In 2005, Hunt again led the team in rushing, with 1,047 yards on 174 attempts, and added 20 catches for 206 yards. For his accomplishments he was named to All-Big Ten Conference second team.
In his senior season, he was once again named to the All-Big Ten Conference second team after compiling 1,228 and 11 touchdowns on 246 carries. He also caught 26 balls for 252 yards and three touchdowns.
Hunt is seen as a big, bruiser type back that should be able to bust through a line and get the yardage to move the chains. He's 6-foot and weighs 230 pounds. His strength and balance help him to break tackles, set up defenders for a quick move and make up for the top-end speed he lacks. He is able to get tough yards by keeping his legs churning.
His vision and instincts are good in that he has a knack for finding lanes and detecting when his holes are there. He also does not seem to mind just putting his head down and trying to get a few extra yards when a lot of backs might go down or out of bounds.

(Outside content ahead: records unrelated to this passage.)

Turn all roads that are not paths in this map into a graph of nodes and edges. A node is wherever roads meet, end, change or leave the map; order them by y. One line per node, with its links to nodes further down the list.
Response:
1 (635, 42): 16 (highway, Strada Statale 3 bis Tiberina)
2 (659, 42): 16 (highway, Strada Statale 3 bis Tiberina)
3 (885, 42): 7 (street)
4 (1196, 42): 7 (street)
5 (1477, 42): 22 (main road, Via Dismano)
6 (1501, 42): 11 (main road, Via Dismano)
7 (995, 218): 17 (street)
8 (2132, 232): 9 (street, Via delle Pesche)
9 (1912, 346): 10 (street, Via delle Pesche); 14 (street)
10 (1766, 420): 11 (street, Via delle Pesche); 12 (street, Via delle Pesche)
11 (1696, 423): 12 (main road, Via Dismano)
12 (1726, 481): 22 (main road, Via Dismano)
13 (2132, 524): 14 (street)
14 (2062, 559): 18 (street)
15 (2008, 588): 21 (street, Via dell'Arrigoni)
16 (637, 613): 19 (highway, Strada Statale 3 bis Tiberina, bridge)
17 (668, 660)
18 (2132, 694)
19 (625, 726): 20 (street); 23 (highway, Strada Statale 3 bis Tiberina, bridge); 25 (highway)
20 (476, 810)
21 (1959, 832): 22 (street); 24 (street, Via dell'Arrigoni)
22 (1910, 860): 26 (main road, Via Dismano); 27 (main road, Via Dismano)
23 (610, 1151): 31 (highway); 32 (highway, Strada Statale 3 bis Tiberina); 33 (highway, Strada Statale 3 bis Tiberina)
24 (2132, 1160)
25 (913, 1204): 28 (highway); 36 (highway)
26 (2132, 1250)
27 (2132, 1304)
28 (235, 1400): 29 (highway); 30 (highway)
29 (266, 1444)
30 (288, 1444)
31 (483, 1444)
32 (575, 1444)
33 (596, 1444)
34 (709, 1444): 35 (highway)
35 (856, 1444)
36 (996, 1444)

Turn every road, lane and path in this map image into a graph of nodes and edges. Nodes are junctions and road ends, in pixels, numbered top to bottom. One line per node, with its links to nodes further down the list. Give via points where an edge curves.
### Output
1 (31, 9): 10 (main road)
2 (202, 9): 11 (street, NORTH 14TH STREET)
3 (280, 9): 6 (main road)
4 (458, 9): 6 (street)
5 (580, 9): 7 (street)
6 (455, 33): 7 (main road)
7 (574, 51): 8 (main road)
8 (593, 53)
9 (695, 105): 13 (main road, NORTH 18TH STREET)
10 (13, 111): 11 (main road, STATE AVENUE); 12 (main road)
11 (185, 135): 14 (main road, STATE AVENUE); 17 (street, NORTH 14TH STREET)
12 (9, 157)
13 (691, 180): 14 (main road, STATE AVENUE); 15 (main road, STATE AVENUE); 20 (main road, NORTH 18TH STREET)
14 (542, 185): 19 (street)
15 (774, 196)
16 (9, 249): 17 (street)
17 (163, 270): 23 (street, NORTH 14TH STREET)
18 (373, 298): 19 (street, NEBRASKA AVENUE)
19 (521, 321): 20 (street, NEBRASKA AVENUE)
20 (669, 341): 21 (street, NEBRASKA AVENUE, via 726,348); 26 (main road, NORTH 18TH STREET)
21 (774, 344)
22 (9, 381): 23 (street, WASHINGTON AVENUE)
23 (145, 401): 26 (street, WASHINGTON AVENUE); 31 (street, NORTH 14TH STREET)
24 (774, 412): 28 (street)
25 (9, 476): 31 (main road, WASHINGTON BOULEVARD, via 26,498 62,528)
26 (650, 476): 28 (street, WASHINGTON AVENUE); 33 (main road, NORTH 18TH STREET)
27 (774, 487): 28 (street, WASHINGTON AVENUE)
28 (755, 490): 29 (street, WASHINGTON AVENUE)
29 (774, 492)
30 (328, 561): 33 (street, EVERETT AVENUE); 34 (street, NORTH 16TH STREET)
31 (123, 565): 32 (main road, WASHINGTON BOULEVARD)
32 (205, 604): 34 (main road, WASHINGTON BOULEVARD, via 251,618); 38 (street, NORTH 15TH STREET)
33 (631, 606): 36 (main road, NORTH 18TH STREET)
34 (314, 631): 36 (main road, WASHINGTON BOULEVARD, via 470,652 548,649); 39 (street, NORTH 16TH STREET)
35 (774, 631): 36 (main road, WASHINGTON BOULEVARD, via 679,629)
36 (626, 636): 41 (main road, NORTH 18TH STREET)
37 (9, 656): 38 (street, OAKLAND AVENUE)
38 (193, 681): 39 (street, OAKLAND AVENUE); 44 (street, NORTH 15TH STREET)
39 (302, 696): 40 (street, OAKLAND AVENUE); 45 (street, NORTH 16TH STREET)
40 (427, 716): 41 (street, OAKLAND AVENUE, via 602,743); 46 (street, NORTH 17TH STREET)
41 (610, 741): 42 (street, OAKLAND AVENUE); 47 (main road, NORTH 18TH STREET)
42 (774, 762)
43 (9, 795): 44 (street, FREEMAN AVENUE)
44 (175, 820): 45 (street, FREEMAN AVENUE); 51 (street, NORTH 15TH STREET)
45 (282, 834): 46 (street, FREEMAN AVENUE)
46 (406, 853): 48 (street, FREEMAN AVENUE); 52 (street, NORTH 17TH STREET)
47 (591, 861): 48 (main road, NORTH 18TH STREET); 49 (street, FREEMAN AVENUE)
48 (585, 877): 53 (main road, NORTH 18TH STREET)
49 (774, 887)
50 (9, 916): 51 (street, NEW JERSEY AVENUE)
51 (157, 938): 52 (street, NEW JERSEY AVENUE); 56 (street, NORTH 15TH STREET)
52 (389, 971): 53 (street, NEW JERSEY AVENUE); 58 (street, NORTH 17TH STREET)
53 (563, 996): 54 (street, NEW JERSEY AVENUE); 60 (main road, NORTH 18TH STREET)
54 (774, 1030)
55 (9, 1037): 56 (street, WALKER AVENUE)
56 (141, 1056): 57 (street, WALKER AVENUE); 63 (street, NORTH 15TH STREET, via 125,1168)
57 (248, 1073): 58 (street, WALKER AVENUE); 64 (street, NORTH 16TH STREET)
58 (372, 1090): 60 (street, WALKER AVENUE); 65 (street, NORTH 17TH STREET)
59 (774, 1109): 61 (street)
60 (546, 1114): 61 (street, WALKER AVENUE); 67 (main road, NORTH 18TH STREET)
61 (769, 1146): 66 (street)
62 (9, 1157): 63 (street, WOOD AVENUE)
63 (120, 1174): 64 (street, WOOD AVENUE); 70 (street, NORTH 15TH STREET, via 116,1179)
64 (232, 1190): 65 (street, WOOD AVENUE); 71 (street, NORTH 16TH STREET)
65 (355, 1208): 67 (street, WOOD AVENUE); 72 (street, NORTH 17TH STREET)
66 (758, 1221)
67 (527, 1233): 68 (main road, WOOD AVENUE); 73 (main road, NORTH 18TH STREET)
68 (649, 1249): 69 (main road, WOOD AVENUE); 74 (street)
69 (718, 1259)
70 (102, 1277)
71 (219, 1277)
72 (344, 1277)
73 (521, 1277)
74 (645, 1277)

His arms are very flexible and help him to catch balls that aren't necessarily on target.
Hunt is not a speedy back, first and foremost, so teams looking for a back that can break off the big run at any time need not look to him. Hunt's 40 times have typically fallen in the 4.6 to 4.7 range. He must do his best to stay low on his carries, because he can be driven backwards when he does get too high.
While he has a sense of where his lanes are and can effectively cut to them, when he gets into trouble, he isn't as adept as he could be in juking defenders.
One other thing he needs to work on during his carries is his skills in switching hands to keep the ball away from tacklers.
The earliest he might be selected is in the second round by a team like the Tennessee Titans or Philadelphia Eagles, who could use some running back help, but not as its top priority. If teams pass him up then, look for him to fall into the third round, when the New England Patriots or Chicago Bears might come calling. The St. Louis Rams and Green Bay Packers have each met with Hunt; both of those franchises could use a running back, for different reasons. In any circumstance, Hunt should not fall past the third round.
About Ray Hinnant
Ray has been with KFFL since 2006.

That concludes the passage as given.